The Tsaddik of the Seven
Wonders … Isadore Haiblum
The Tsaddik of the Seven
Wonders (1971; this edition 1981) has been described as a
Hitchhiker’s Guide-style science-fantasy romp through Jewish history. First
published in the Ballantine Books Adult Fantasy series, it was nominated for
the Mythopoeic Fantasy Award in 1972.
I first became interested in
it as a volume in the series of BB Adult Fantasy; it was one of the original
works (like Katherine Kurtz’s first Deryni book, or Joy Chant’s Red Moon,
Black Mountain) that were printed along with established Fantasy classics.

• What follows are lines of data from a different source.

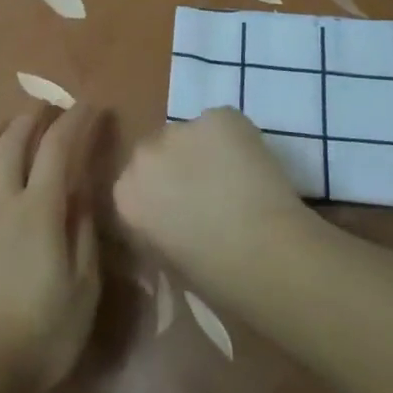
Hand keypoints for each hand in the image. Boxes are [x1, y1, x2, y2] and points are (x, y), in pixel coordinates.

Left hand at [0, 105, 103, 392]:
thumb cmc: (44, 333)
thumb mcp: (84, 288)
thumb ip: (82, 234)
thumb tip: (80, 194)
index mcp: (39, 211)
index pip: (58, 150)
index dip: (75, 122)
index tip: (91, 107)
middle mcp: (2, 204)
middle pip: (12, 145)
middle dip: (31, 118)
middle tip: (46, 107)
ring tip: (4, 125)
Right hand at [115, 107, 311, 282]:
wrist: (266, 254)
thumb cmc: (217, 276)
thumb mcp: (170, 262)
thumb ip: (158, 231)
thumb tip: (171, 223)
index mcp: (126, 195)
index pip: (136, 185)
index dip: (161, 196)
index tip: (181, 212)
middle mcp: (144, 155)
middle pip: (157, 151)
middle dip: (177, 167)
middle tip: (208, 192)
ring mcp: (181, 130)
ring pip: (190, 135)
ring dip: (204, 152)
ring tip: (236, 178)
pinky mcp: (218, 116)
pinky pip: (221, 124)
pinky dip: (235, 140)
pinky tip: (253, 166)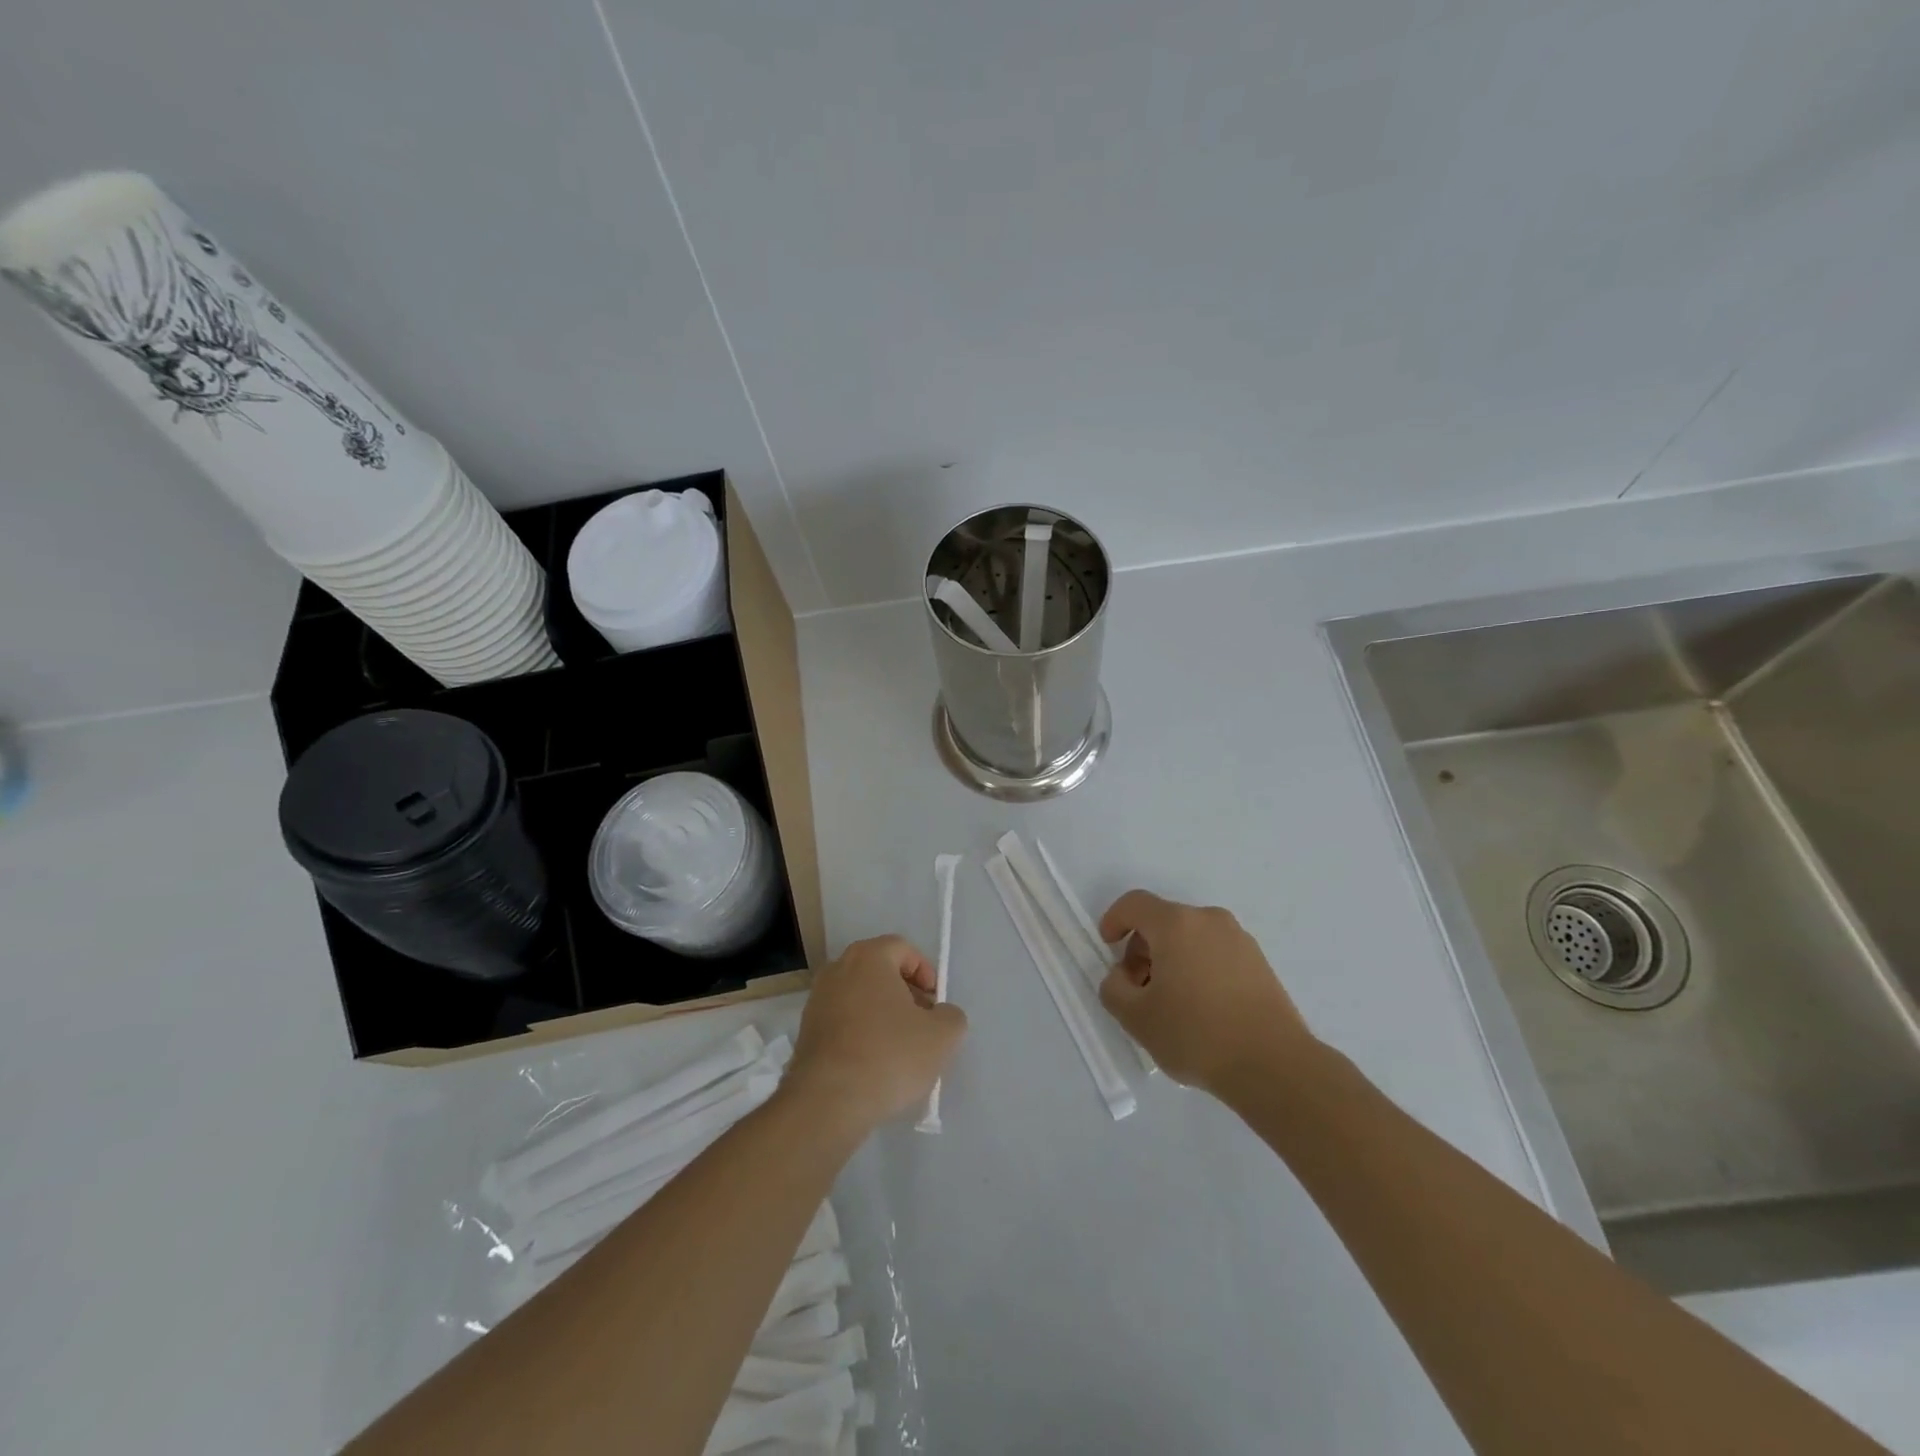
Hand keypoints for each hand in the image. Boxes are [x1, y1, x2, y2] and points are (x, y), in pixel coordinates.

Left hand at [784, 935, 967, 1130]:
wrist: (827, 1101)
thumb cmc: (889, 1055)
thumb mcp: (942, 1036)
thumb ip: (951, 1016)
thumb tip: (940, 1015)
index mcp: (868, 957)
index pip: (903, 949)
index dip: (926, 973)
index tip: (935, 1005)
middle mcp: (838, 969)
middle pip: (880, 972)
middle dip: (905, 995)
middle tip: (922, 1026)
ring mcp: (817, 1000)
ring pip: (860, 998)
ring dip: (883, 1016)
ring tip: (900, 1051)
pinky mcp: (806, 1032)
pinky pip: (843, 1022)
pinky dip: (861, 1034)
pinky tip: (874, 1065)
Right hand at [1098, 891, 1314, 1093]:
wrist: (1274, 1066)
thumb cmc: (1197, 1035)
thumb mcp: (1136, 1018)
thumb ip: (1113, 989)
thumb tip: (1122, 977)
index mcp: (1176, 924)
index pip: (1134, 903)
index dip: (1114, 920)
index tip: (1108, 947)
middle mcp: (1209, 920)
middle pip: (1163, 921)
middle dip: (1142, 949)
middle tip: (1139, 989)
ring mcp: (1239, 939)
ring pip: (1191, 937)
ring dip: (1171, 959)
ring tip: (1171, 1004)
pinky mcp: (1259, 962)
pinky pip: (1215, 952)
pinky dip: (1199, 968)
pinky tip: (1202, 1009)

It seemed a somewhat obscure volume, and my curiosity was peaked. While the
Ballantine book was a little pricey to blindly expend funds upon, this
Doubleday reprint was much more within reach. If the story was good, what would
be the difference?
It was just as well that I
did. To tell the truth, Tsaddik seems a little scanty to qualify as a ‘romp’;
perhaps they were trying to describe the jumpy nature of the narration. It is
told by three different characters, and their voices are so similar it is hard
sometimes to remember who is speaking. In a multiverse run by an omnipresent and
powerful bureaucracy, it is up to the Tsaddik [Yiddish: ‘righteous man’ who can
work miracles] and his associates to foil an attempt to destroy his timeline.
Wackiness ensues.
Much has been made of its
status as ‘the first Yiddish science fantasy novel’. I would be hard put to
name the second; maybe that’s the joke. Amusing and entertaining in its parts, it
is more like a series of skits than a story, and one steps off the ride
wondering what one has just seen. The tale is indeed in the telling and not in
anything that we are finally told. The presence of Greenberg, the homunculus,
is made much of in descriptions of the book (he even appears on the cover), but
he disappears quite soon, is gone for long swaths of the narrative, and only
reappears at the end with little or no effect. Go figure. Maybe that’s
the joke.
Isadore Haiblum kept publishing (science fiction, fantasy, and detective fiction) well into the early 2000’s, passing away in 2012.